Saved data entries:
::::::::

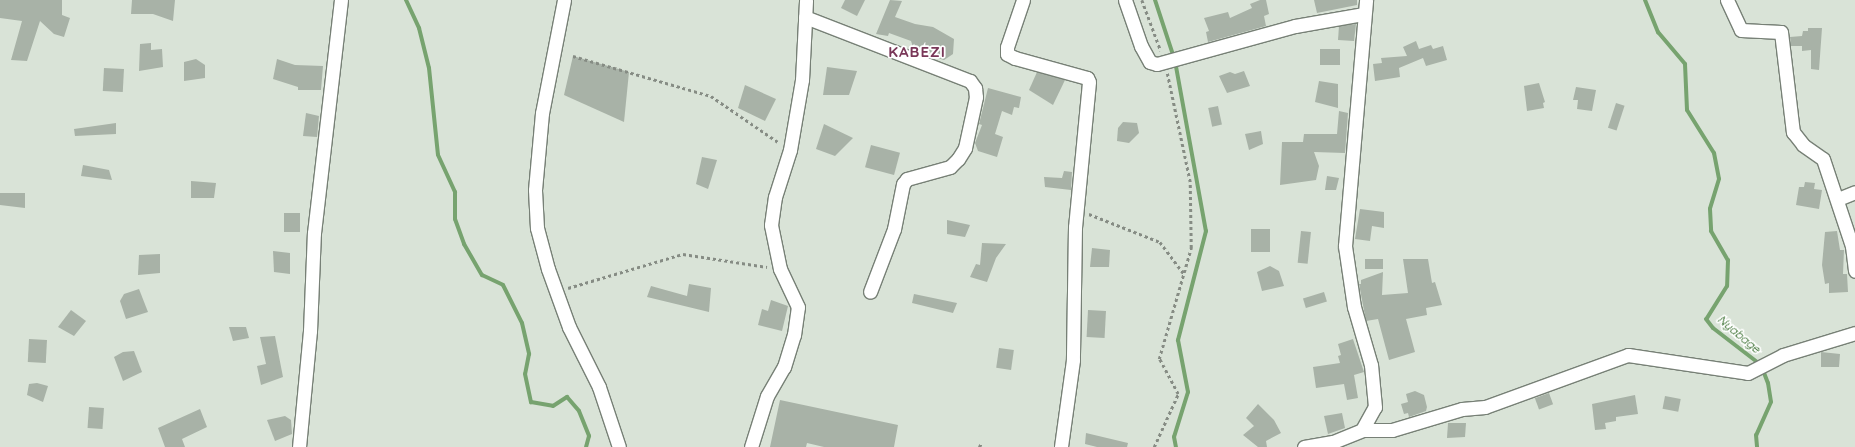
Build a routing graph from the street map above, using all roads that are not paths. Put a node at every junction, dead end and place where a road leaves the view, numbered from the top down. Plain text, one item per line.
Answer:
1 (341, 0) edge
2 (564, 0) edge
3 (806, 0) edge
4 (1023, 0) edge
5 (1125, 0) edge
6 (1366, 0) edge
7 (1727, 0) edge
8 (1364, 14) junction
9 (805, 17) junction
10 (1855, 192) edge
11 (1838, 199) junction
12 (1855, 271) edge
13 (870, 292) dead end
14 (1855, 333) edge
15 (1362, 430) junction
16 (299, 447) edge
17 (620, 447) edge
18 (750, 447) edge
19 (1061, 447) edge
20 (1304, 447) edge

1 - 16 street
2 - 17 street
3 - 9 street
4 - 19 street
5 - 8 street
6 - 8 street
7 - 11 street
8 - 15 street
9 - 13 street
9 - 18 street
10 - 11 street
11 - 12 street
14 - 15 street
15 - 20 street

::::::::

▶ BRIEF: Your copy should match the records above exactly, apart from the pictures, which stay out.

▶ COMPLETED TASK:
Build a routing graph from the street map above, using all roads that are not paths. Put a node at every junction, dead end and place where a road leaves the view, numbered from the top down. Plain text, one item per line.
Answer:
1 (341, 0) edge
2 (564, 0) edge
3 (806, 0) edge
4 (1023, 0) edge
5 (1125, 0) edge
6 (1366, 0) edge
7 (1727, 0) edge
8 (1364, 14) junction
9 (805, 17) junction
10 (1855, 192) edge
11 (1838, 199) junction
12 (1855, 271) edge
13 (870, 292) dead end
14 (1855, 333) edge
15 (1362, 430) junction
16 (299, 447) edge
17 (620, 447) edge
18 (750, 447) edge
19 (1061, 447) edge
20 (1304, 447) edge

1 - 16 street
2 - 17 street
3 - 9 street
4 - 19 street
5 - 8 street
6 - 8 street
7 - 11 street
8 - 15 street
9 - 13 street
9 - 18 street
10 - 11 street
11 - 12 street
14 - 15 street
15 - 20 street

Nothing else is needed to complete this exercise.